J'ai encore à l'oreille la mélodie de cette chanson à la simplicité un peu niaise, mais à l'époque, déjà, les paroles avaient peine à franchir mes lèvres et surtout à pénétrer mon cœur de conviction.
Car, pour être franc, toute ma scolarité ne fut pour moi qu'ennui et dégoût, accrus d'année en année par l'impatience d'échapper à ce bagne. Je ne puis me souvenir d'avoir jamais été « joyeux » ou « bienheureux » au cours de cette activité scolaire monotone, sans cœur et sans esprit, qui nous empoisonnait complètement la plus belle, la plus libre époque de notre existence ; (...)
L'école était pour nous la contrainte, la tristesse, l'ennui, un lieu où nous devions ingurgiter en portions exactement mesurées « la science de ce qui ne mérite pas d'être su », matières scolaires ou rendues scolaires dont nous sentions qu'elles ne pouvaient pas avoir le moindre rapport avec le réel ou avec nos centres d'intérêt personnels.
Ce que nous imposait l'ancienne pédagogie, c'était un apprentissage morne et glacé, non pas pour la vie, mais pour lui-même.
Et le seul moment de vrai bonheur que je doive à l'école, c'est le jour où je fermai pour toujours sa porte derrière moi.
Non qu'en elles-mêmes nos écoles autrichiennes eussent été mauvaises. Au contraire, ce qu'on appelait « le plan d'études » avait été soigneusement élaboré après un siècle d'expériences, et s'il nous avait été enseigné de manière à nous stimuler, ce programme aurait pu constituer la base d'une culture fructueuse et assez universelle.
Mais c'est justement le respect rigoureux du « plan » et la schématisation desséchante qu'il entraînait qui rendaient nos heures de classe abominablement arides et sans vie ; l'école était une froide machine à enseigner, jamais réglée sur l'individu et n'indiquant qu'à la manière d'un distributeur automatique — par les mentions « bien », « passable », « insuffisant » — dans quelle mesure nous avions satisfait aux « exigences » du plan d'études. Ce manque d'amour humain, cette froide impersonnalité et ce régime de caserne nous aigrissaient à notre insu. Nous devions apprendre et réciter nos leçons ; en huit ans, jamais un professeur ne nous a demandé ce que nous désirions personnellement étudier, et nous étions totalement privés de ces encouragements si stimulants auxquels aspirent en secret tous les jeunes gens.
(...) Nos maîtres n'étaient pas responsables, eux non plus, de ce régime affligeant.
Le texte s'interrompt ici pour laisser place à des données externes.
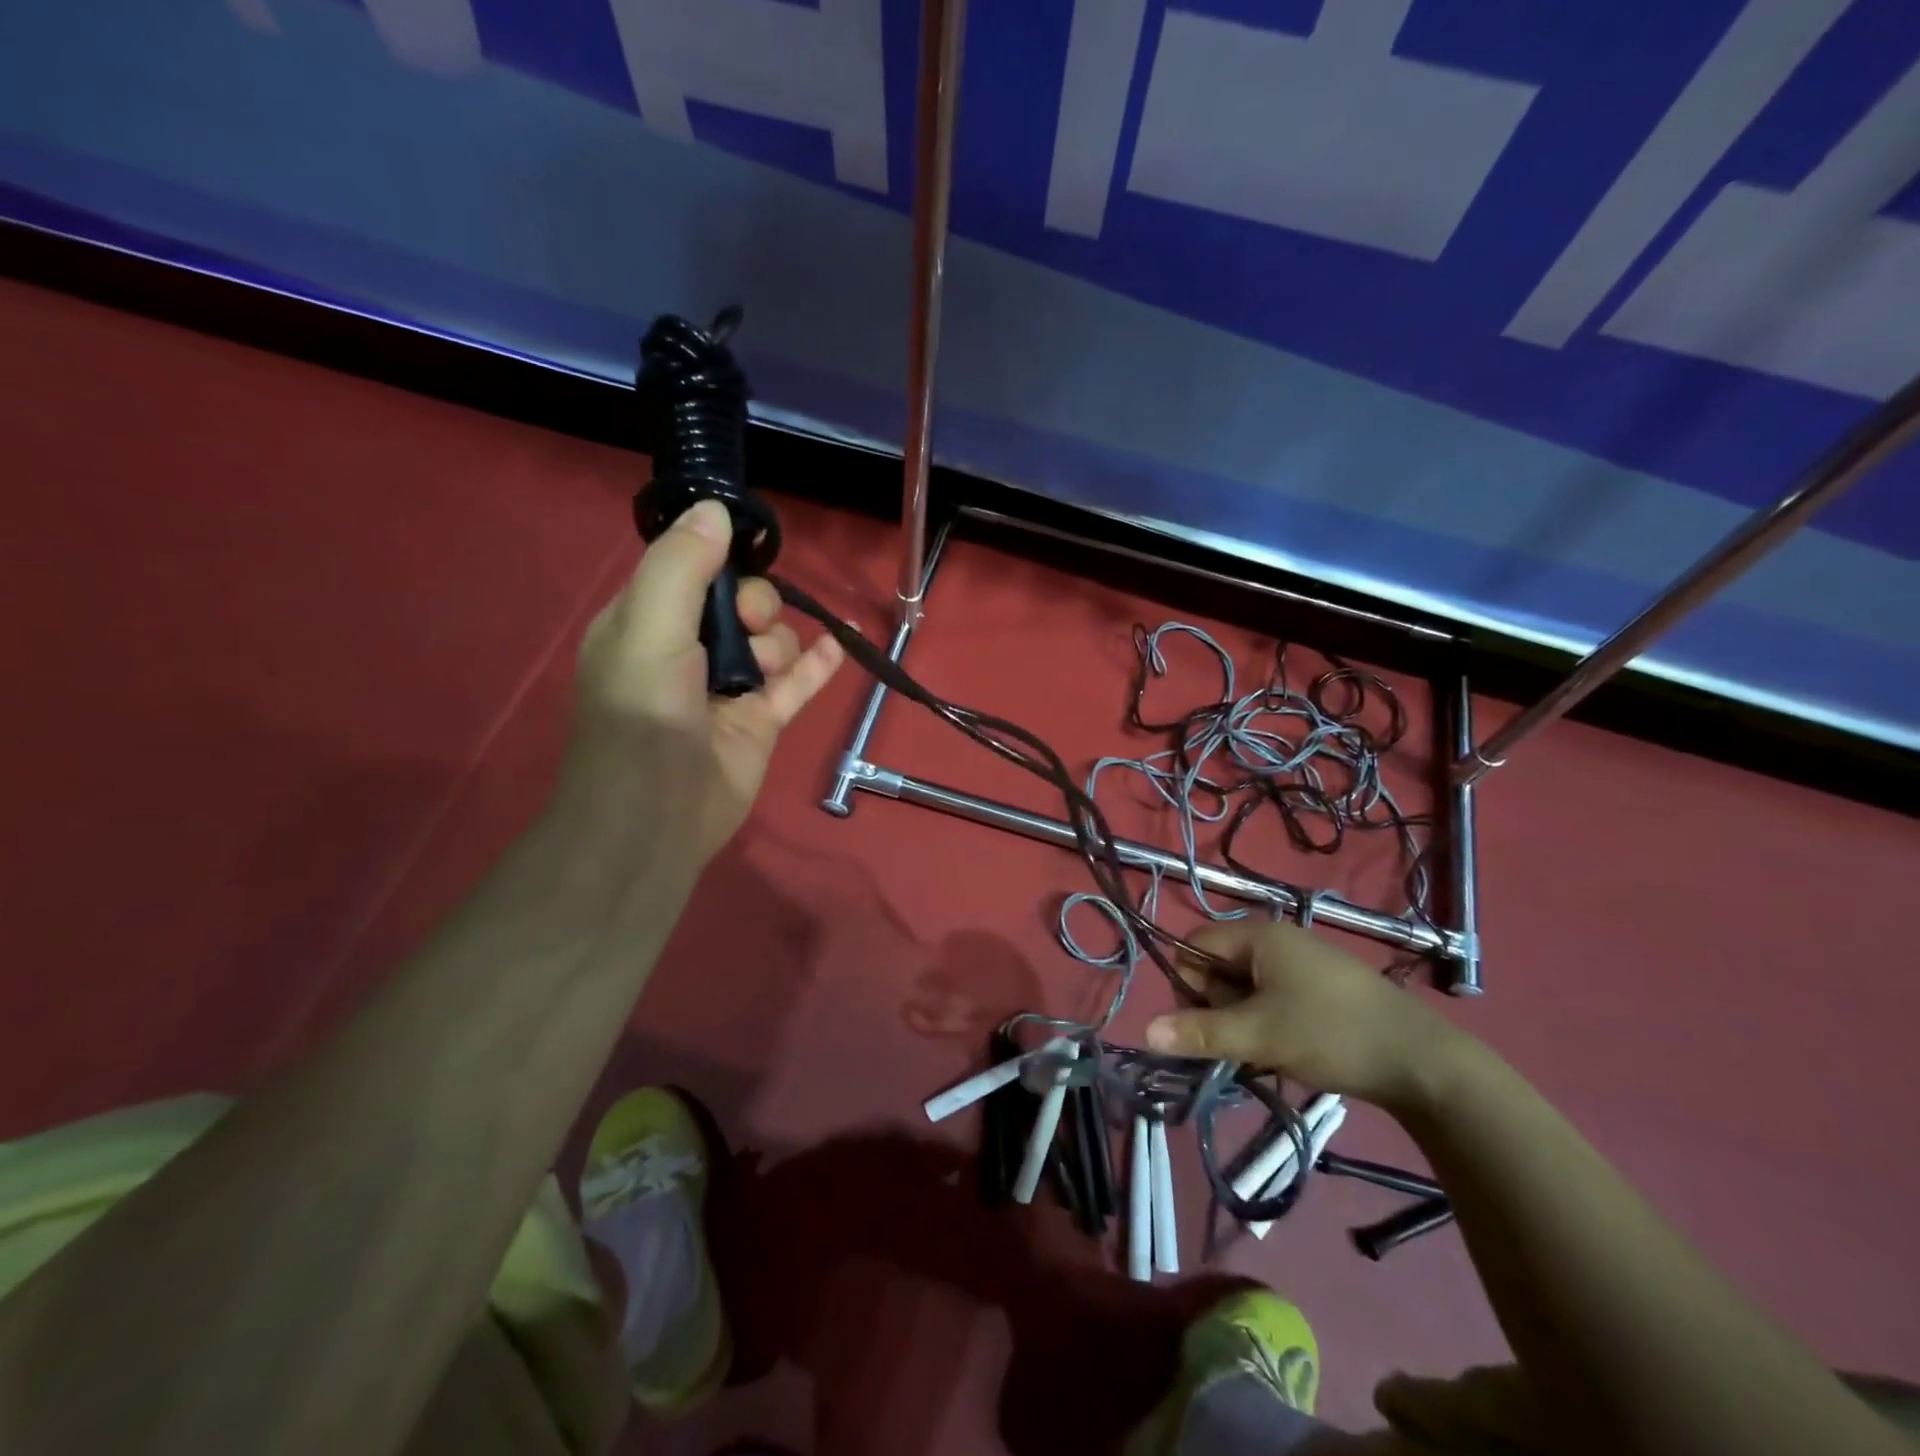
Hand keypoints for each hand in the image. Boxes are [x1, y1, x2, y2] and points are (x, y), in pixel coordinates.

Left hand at [556, 500, 844, 864]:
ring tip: (764, 670)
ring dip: (779, 642)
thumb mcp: (649, 628)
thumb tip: (716, 508)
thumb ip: (680, 567)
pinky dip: (818, 663)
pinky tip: (841, 644)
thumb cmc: (642, 715)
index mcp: (648, 622)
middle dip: (754, 604)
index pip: (690, 569)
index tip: (743, 554)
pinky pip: (798, 682)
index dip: (719, 558)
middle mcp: (689, 650)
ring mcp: (729, 686)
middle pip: (739, 602)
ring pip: (771, 640)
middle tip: (747, 625)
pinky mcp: (761, 720)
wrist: (657, 814)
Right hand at [1144, 920, 1470, 1111]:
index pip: (1195, 944)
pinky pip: (1273, 999)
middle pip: (1218, 966)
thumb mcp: (1259, 1035)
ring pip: (1246, 988)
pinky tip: (1285, 1053)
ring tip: (1264, 1052)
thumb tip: (1145, 1031)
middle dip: (1217, 1007)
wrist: (1425, 1063)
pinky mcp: (1322, 990)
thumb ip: (1199, 1032)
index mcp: (1258, 936)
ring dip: (1242, 1021)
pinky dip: (1268, 1025)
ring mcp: (1303, 965)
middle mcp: (1278, 941)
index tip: (1202, 1022)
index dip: (1187, 981)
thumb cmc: (1331, 1034)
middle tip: (1240, 1041)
Ils n'étaient ni bons ni méchants, ce n'étaient ni des tyrans ni des camarades secourables, mais de pauvres diables qui, asservis au schéma, au plan d'études prescrit par les autorités, devaient s'acquitter de leur « pensum » comme nous du nôtre et — nous le sentions très bien — ils étaient aussi heureux que nous quand, à midi, retentissait la cloche qui leur rendait, comme à nous-mêmes, la liberté. Ils ne nous aimaient pas, ils ne nous haïssaient pas, et comment l'auraient-ils pu puisqu'ils ne savaient rien de nous ? Au bout de quelques années, ils ne connaissaient le nom que d'une minorité d'entre nous ; dans l'esprit des méthodes d'alors, ils devaient avoir pour seul souci d'établir le nombre de fautes que « l'élève » avait faites dans son dernier devoir. Ils étaient installés sur leur chaire surélevée, nous étions en bas, ils nous interrogeaient, nous devions répondre, là se bornaient nos relations. Car entre le maître et ses élèves, entre la chaire et les bancs, entre le haut et le bas — séparations bien visibles — il y avait l'invisible barrière de « l'autorité », qui empêchait tout contact. Qu'un maître eût à considérer l'écolier comme un individu, ce qui exigeait qu'on s'enquît de ses qualités particulières, ou qu'il eût à rédiger sur lui, comme aujourd'hui cela va de soi, des « rapports », c'est-à-dire des synthèses de ses observations, cela, à l'époque, eût dépassé de beaucoup ses attributions comme ses aptitudes ; d'autre part, une conversation particulière eût compromis son autorité en nous plaçant trop, nous, les « écoliers », au même niveau que lui, notre « supérieur ». (...)
Il serait erroné de croire que ce déplaisir que je prenais à l'école m'était personnel ; je ne puis me souvenir d'aucun de mes camarades qui n'eût senti avec répugnance que, dans ce bagne, les meilleures de nos curiosités et de nos intentions étaient entravées, réprimées, étouffées par l'ennui. Mais c'est seulement beaucoup plus tard que je pris conscience que cette méthode d'éducation sans amour et sans âme n'était pas imputable, par exemple, à la négligence des pouvoirs publics, mais qu'il s'y exprimait bien plutôt une intention déterminée, encore que soigneusement dissimulée. Réglant toutes ses pensées sur le seul fétiche de la sécurité, le monde qui nous a précédés, et qui alors nous dominait, n'aimait pas la jeunesse ou, plus encore, nourrissait à son égard une perpétuelle défiance. Fière de son « progrès » systématique, de son ordre, la société bourgeoise proclamait que la modération et la tranquillité étaient les seules vertus humaines efficaces ; il fallait éviter toute hâte à nous pousser de l'avant.

 

En complément, la manière dont un enfant d'aujourd'hui vit l'école

Voici un écrit spontané d'un garçon de 13 ans, nous l'appellerons Léo, qui termine sa 6e.
Il n'est pas dans un collège Freinet...
Il a pris l'habitude d'écrire des poèmes et des textes divers sur son ordinateur à la maison, en utilisant la correction en cours de frappe qui corrige surtout les fautes d'usage.
Je n'ai pas modifié son texte.  Il est évident qu'avant de le "publier" en classe, si j'étais son professeur, je le "toiletterais" avec l'enfant. On y gagnerait en communication mais on y perdrait en expression : le " j’irait commeaime" final en dit plus que la forme normée "j'irai quand même".

Robert, La Réunion

Je n’aime pas l’école

La plus par des enfants n’aime pas l’école.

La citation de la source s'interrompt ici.